_Information given_:
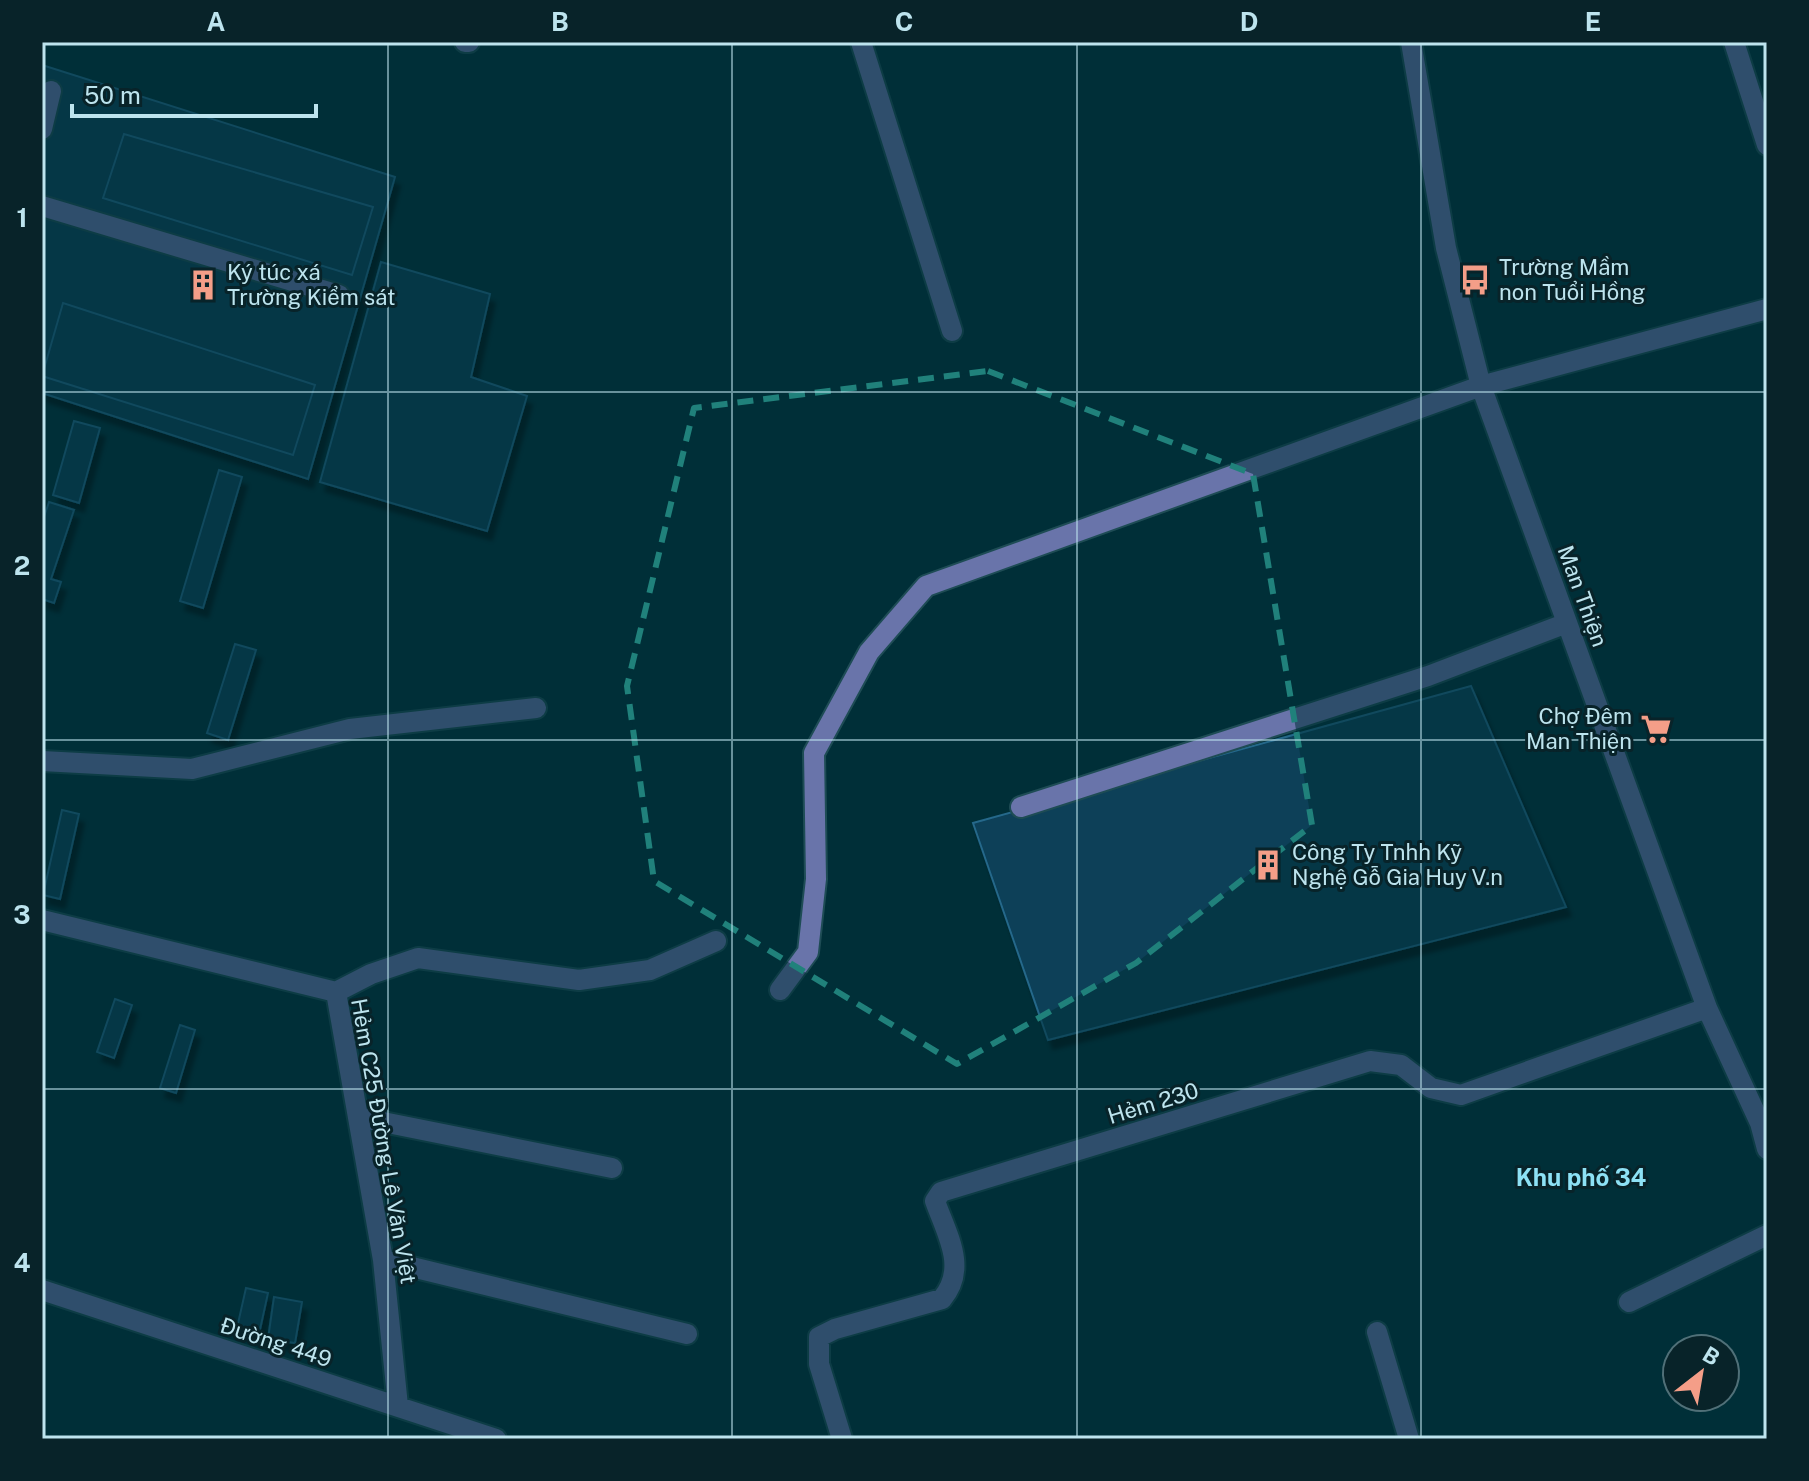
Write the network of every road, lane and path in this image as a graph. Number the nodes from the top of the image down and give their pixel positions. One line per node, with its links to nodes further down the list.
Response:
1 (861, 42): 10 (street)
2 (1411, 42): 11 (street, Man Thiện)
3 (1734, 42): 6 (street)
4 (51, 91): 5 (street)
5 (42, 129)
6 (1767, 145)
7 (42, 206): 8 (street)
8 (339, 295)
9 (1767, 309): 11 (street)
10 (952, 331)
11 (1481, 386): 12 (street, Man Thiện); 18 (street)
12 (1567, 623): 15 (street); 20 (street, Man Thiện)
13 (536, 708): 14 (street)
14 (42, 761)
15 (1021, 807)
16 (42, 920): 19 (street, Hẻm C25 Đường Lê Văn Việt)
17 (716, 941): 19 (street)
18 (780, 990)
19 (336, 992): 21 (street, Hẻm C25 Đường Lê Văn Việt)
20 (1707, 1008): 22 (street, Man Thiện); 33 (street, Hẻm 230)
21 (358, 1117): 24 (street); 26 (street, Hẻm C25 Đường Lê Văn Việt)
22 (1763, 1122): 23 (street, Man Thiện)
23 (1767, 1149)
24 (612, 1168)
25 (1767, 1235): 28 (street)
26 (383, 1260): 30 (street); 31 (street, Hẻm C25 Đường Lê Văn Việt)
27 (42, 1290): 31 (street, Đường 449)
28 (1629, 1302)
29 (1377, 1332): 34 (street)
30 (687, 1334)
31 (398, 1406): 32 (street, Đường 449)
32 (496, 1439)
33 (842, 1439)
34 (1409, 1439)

==

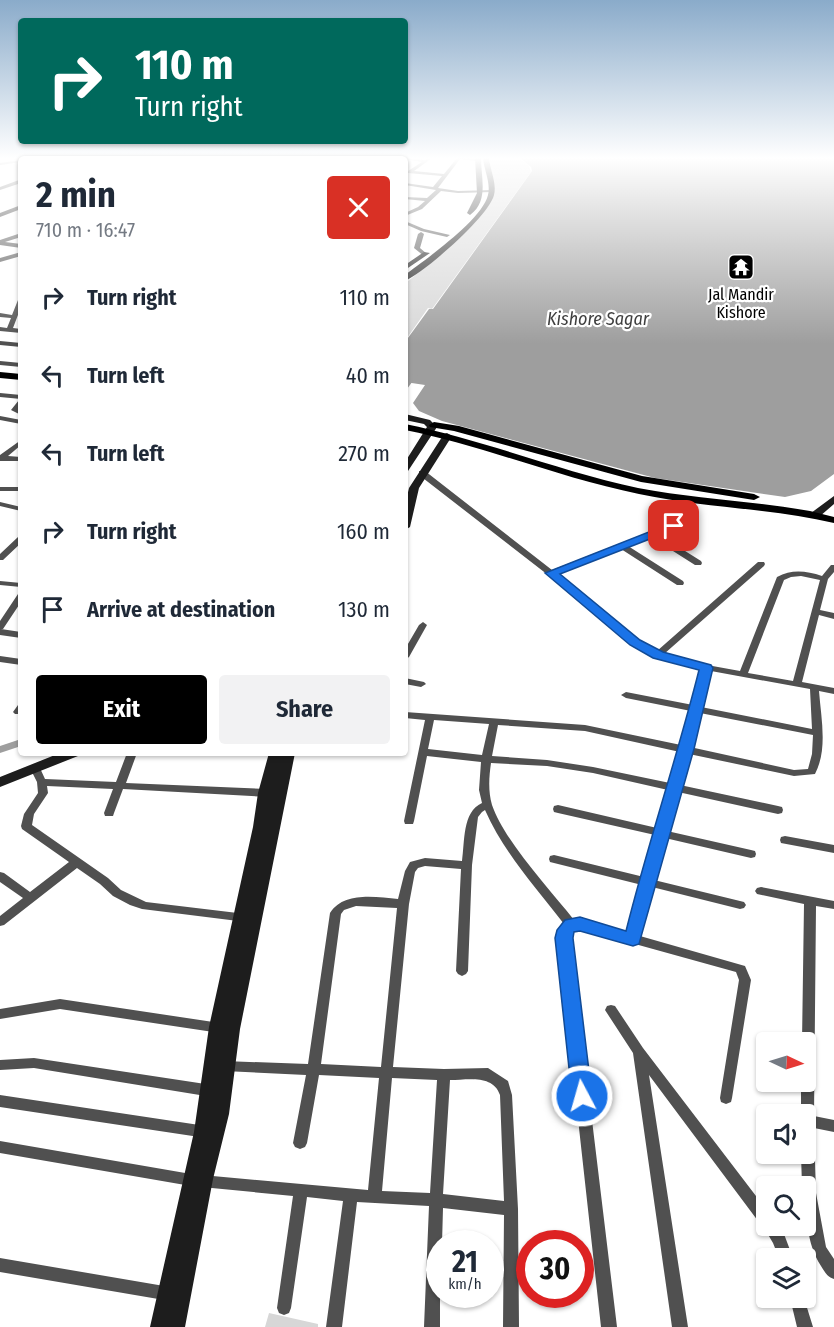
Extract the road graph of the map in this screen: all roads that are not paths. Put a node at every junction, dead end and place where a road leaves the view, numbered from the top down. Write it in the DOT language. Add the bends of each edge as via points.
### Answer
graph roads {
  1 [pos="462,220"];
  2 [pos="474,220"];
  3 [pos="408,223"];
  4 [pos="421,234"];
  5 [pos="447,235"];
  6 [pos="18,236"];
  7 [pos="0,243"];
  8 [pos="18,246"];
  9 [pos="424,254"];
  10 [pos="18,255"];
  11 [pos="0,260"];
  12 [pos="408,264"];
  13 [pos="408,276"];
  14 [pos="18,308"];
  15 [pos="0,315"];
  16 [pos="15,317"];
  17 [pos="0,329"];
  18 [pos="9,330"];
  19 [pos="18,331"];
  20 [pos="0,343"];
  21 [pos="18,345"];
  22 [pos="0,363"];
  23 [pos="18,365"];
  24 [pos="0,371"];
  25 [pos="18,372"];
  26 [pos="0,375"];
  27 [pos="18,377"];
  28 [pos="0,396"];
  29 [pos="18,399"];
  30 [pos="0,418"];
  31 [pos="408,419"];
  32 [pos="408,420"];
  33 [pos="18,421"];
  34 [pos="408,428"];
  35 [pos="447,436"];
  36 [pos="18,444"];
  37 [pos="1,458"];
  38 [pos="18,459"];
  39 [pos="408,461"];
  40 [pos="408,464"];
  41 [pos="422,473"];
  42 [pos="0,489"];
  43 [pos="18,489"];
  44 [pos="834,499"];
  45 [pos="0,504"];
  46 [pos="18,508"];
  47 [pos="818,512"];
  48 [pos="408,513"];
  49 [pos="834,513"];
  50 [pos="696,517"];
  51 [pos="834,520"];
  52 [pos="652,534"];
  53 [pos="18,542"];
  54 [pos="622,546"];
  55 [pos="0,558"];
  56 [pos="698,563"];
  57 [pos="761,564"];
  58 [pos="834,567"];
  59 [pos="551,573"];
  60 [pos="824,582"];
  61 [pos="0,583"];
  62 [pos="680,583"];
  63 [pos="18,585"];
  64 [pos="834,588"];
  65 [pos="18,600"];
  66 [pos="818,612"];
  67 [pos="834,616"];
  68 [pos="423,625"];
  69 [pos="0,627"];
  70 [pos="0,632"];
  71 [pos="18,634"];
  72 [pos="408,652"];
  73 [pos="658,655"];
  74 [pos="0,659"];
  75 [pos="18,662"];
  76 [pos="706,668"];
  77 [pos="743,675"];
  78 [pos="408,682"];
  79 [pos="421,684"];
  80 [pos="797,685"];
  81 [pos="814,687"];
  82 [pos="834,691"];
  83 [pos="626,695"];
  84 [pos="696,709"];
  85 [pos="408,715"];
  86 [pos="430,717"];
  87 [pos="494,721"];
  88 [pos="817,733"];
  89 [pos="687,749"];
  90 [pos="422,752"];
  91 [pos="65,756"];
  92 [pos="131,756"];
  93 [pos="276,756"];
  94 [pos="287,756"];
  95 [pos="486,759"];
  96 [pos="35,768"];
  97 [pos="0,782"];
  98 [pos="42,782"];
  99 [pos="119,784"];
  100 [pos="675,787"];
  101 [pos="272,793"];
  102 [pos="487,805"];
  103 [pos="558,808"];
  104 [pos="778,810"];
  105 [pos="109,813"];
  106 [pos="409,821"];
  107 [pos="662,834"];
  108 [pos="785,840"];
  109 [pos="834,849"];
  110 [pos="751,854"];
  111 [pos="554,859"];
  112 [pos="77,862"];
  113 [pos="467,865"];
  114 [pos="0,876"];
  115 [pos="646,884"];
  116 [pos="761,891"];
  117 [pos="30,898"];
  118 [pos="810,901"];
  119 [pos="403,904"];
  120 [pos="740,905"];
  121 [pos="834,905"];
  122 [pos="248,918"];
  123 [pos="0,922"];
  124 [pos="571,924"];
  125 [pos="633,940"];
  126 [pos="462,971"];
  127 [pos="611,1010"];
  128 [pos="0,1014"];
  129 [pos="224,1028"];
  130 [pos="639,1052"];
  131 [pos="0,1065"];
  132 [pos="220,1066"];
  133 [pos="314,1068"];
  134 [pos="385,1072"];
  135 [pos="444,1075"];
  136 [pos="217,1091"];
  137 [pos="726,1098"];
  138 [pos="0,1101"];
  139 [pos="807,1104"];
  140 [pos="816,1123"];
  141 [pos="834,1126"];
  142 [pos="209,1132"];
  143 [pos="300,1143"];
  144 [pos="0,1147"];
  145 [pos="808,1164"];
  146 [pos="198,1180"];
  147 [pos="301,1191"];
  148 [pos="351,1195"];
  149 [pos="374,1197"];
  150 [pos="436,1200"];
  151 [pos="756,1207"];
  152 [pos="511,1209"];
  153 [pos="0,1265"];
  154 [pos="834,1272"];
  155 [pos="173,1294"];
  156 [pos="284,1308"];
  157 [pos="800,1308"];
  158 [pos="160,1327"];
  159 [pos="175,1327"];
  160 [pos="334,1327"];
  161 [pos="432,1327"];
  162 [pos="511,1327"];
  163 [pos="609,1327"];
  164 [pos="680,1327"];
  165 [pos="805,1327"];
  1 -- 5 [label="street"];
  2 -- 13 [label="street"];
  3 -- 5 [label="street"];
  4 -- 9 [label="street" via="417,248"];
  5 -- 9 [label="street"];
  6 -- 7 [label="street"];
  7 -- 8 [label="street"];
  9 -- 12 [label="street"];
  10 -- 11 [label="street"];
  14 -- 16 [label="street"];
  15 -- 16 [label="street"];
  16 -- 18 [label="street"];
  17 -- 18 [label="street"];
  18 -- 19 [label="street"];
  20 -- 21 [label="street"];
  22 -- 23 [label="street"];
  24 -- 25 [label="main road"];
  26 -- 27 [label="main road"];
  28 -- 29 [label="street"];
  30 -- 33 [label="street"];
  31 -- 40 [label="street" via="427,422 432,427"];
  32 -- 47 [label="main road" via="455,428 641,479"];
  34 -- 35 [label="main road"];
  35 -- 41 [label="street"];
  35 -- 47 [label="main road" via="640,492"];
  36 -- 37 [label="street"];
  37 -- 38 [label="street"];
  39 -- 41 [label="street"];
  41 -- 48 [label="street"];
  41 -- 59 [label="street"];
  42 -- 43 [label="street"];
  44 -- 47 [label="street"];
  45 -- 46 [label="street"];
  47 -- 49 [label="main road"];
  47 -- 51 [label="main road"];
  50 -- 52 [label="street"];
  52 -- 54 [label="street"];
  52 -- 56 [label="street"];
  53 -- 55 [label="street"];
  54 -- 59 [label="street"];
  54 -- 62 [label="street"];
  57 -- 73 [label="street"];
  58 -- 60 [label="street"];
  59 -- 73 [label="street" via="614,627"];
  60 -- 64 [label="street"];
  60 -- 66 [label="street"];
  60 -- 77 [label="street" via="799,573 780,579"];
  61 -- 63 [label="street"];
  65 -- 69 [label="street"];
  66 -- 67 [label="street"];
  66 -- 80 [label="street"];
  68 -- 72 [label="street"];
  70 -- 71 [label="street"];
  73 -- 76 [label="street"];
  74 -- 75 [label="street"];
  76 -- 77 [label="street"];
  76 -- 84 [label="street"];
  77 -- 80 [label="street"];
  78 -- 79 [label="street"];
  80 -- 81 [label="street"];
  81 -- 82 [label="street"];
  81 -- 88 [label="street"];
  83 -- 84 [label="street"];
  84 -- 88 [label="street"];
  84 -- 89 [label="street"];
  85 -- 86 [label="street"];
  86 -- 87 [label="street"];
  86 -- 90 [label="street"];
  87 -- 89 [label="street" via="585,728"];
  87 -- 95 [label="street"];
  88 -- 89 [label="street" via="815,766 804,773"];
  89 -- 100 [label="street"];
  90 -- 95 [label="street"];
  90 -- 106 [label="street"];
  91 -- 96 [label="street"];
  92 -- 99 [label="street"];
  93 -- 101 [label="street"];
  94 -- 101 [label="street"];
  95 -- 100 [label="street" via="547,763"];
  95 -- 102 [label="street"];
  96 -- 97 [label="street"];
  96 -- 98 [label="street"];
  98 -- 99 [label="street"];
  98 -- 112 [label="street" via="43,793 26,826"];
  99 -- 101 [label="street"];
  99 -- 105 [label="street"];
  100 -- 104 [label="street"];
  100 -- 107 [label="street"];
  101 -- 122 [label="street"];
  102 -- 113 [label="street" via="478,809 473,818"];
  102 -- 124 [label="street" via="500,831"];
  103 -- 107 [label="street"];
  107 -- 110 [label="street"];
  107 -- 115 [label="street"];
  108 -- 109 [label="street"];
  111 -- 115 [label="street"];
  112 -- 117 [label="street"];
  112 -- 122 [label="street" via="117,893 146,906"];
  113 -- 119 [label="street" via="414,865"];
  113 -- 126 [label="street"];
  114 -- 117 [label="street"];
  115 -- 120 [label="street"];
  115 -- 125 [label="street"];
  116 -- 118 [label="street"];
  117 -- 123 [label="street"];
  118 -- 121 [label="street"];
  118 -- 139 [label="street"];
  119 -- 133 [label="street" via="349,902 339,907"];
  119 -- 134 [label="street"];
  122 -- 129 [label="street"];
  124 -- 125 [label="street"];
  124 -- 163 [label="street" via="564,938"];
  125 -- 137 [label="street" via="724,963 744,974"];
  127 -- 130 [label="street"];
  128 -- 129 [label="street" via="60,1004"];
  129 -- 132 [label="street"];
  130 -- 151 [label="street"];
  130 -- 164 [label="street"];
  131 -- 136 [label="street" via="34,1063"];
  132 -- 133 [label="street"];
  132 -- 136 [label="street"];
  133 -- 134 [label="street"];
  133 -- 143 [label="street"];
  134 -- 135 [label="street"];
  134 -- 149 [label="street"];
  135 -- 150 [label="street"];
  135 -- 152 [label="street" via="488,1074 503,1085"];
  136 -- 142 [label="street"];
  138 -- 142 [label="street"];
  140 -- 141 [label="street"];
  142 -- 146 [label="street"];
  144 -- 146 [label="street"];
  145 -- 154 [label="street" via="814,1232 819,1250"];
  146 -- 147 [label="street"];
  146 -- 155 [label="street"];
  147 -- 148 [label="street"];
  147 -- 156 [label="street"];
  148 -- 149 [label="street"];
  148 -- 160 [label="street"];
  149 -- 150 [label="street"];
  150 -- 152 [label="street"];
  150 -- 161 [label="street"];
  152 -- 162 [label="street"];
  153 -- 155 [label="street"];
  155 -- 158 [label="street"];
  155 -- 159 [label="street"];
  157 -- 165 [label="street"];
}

_Your task_:
The word "Đường" appears in some lines above. Return every one of those lines.

_Result for this exercise_:
16 (42, 920): 19 (street, Hẻm C25 Đường Lê Văn Việt)
19 (336, 992): 21 (street, Hẻm C25 Đường Lê Văn Việt)
21 (358, 1117): 24 (street); 26 (street, Hẻm C25 Đường Lê Văn Việt)
26 (383, 1260): 30 (street); 31 (street, Hẻm C25 Đường Lê Văn Việt)
27 (42, 1290): 31 (street, Đường 449)
31 (398, 1406): 32 (street, Đường 449)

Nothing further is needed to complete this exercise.